* Task brief
Omit the pictures, then reproduce every remaining record exactly.
··· Working data
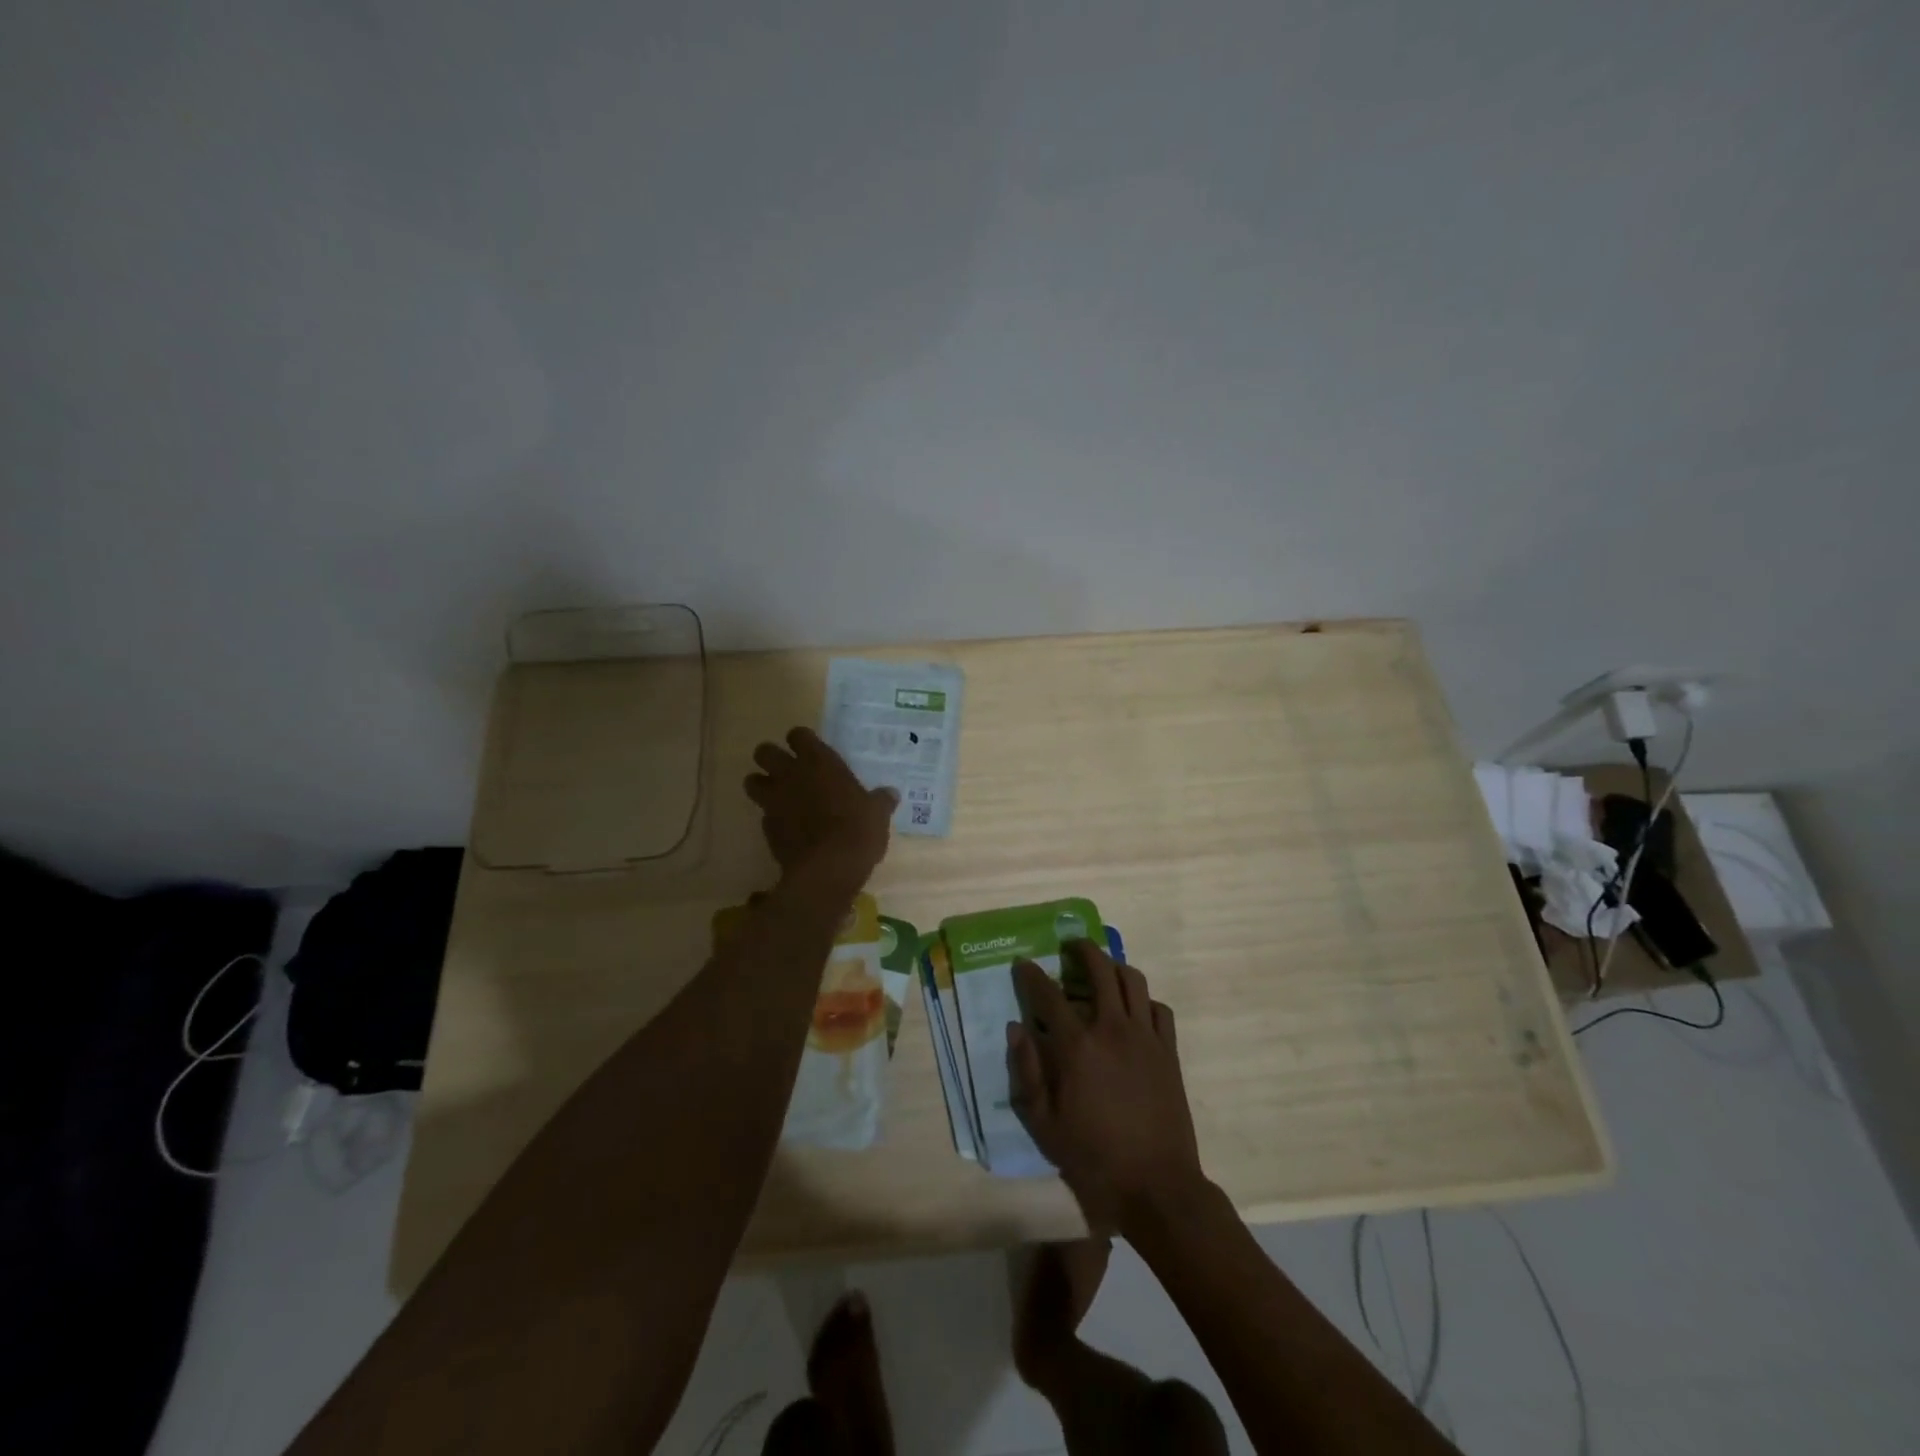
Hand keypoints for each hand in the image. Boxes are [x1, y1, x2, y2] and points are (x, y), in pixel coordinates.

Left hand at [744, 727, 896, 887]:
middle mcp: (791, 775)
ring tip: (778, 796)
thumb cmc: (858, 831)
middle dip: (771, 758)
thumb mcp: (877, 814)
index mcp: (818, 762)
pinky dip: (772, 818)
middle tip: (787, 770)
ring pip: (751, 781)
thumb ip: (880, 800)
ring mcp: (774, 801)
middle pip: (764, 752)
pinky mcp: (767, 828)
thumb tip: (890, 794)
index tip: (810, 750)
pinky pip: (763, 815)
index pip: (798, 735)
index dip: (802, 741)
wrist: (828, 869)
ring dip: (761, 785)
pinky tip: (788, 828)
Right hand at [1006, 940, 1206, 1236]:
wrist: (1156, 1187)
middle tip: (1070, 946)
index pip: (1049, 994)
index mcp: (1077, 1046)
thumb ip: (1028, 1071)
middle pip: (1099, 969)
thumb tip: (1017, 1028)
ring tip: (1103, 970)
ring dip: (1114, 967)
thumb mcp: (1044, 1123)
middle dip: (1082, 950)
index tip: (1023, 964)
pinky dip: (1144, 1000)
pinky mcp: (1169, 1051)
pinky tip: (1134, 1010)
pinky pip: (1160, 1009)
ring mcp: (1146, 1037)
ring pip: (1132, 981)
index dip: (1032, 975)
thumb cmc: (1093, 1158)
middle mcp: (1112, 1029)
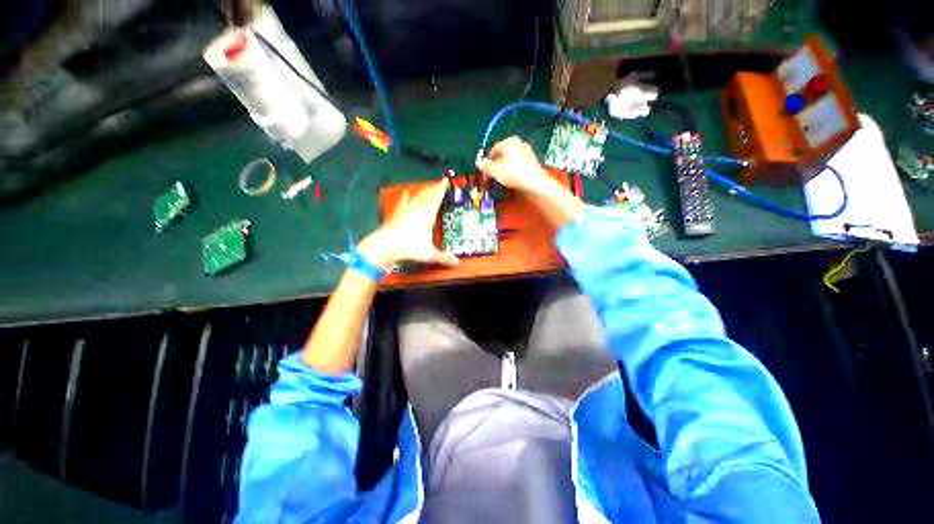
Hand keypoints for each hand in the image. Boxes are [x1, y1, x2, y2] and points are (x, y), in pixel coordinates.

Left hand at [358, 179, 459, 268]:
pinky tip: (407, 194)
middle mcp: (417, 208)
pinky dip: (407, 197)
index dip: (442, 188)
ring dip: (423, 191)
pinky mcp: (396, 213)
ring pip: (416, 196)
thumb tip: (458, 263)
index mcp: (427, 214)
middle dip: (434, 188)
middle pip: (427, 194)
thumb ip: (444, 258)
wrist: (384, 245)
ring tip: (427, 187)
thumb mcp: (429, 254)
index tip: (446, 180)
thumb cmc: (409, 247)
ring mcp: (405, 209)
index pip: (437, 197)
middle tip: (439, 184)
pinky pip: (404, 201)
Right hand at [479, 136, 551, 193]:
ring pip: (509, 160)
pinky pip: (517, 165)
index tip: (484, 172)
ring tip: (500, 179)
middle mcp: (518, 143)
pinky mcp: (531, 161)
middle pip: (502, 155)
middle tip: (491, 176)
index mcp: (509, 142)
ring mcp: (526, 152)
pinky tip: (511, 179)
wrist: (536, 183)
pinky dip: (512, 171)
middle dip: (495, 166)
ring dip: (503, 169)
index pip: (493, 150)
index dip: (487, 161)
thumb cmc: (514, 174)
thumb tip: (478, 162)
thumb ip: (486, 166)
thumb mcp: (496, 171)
······
* Answer for this exercise
Hand keypoints for each hand in the image. Boxes are [x1, y1, x2, y2] and points are (x, y), in pixel coordinates.

Left hand at [744, 727, 896, 887]:
middle mcp: (791, 775)
ring tip: (778, 796)
thumb cmc: (858, 831)
middle dip: (771, 758)
thumb mcp: (877, 814)
index mcp: (818, 762)
pinky dip: (772, 818)
middle tip: (787, 770)
ring pip: (751, 781)
thumb ip: (880, 800)
ring mcp: (774, 801)
middle pip: (764, 752)
pinky mcp: (767, 828)
thumb tip: (890, 794)
index tip: (810, 750)
pinky pip: (763, 815)
index pip: (798, 735)
index dip: (802, 741)
wrist: (828, 869)
ring dip: (761, 785)
pinky tip: (788, 828)
Right hand at [1006, 940, 1206, 1236]:
wrist: (1156, 1187)
middle tip: (1070, 946)
index pip: (1049, 994)
index mcp: (1077, 1046)
thumb ip: (1028, 1071)
middle pip: (1099, 969)
thumb tip: (1017, 1028)
ring tip: (1103, 970)
ring dip: (1114, 967)
thumb mcp: (1044, 1123)
middle dip: (1082, 950)
index tip: (1023, 964)
pinky dip: (1144, 1000)
pinky mcp: (1169, 1051)
pinky tip: (1134, 1010)
pinky pip: (1160, 1009)
ring mcp: (1146, 1037)
ring pip: (1132, 981)
index dip: (1032, 975)
thumb cmc: (1093, 1158)
middle mcp: (1112, 1029)
Hand keypoints for each hand in the image. Boxes are [x1, y1, x2, y2] and points are (x, y), in pixel coordinates.

Left hand at [358, 179, 459, 268]:
pinky tip: (407, 194)
middle mcp: (417, 208)
pinky dip: (407, 197)
index dip: (442, 188)
ring dip: (423, 191)
pinky mcp: (396, 213)
ring pip: (416, 196)
thumb tip: (458, 263)
index mcp: (427, 214)
middle dip: (434, 188)
middle pip: (427, 194)
thumb ip: (444, 258)
wrist: (384, 245)
ring tip: (427, 187)
thumb mcp: (429, 254)
index tip: (446, 180)
thumb cmc: (409, 247)
ring mcp: (405, 209)
index pip: (437, 197)
middle tip: (439, 184)
pinky pip: (404, 201)
Right hand at [479, 136, 551, 193]:
ring pip: (509, 160)
pinky pip: (517, 165)
index tip: (484, 172)
ring tip: (500, 179)
middle mcp: (518, 143)
pinky mcp: (531, 161)
middle pip: (502, 155)
middle tip: (491, 176)
index mcp: (509, 142)
ring mcp: (526, 152)
pinky tip: (511, 179)
wrist: (536, 183)
pinky dip: (512, 171)
middle dip: (495, 166)
ring dip: (503, 169)
index pip: (493, 150)
index dip: (487, 161)
thumb cmc: (514, 174)
thumb tip: (478, 162)
thumb ip: (486, 166)
thumb mcp: (496, 171)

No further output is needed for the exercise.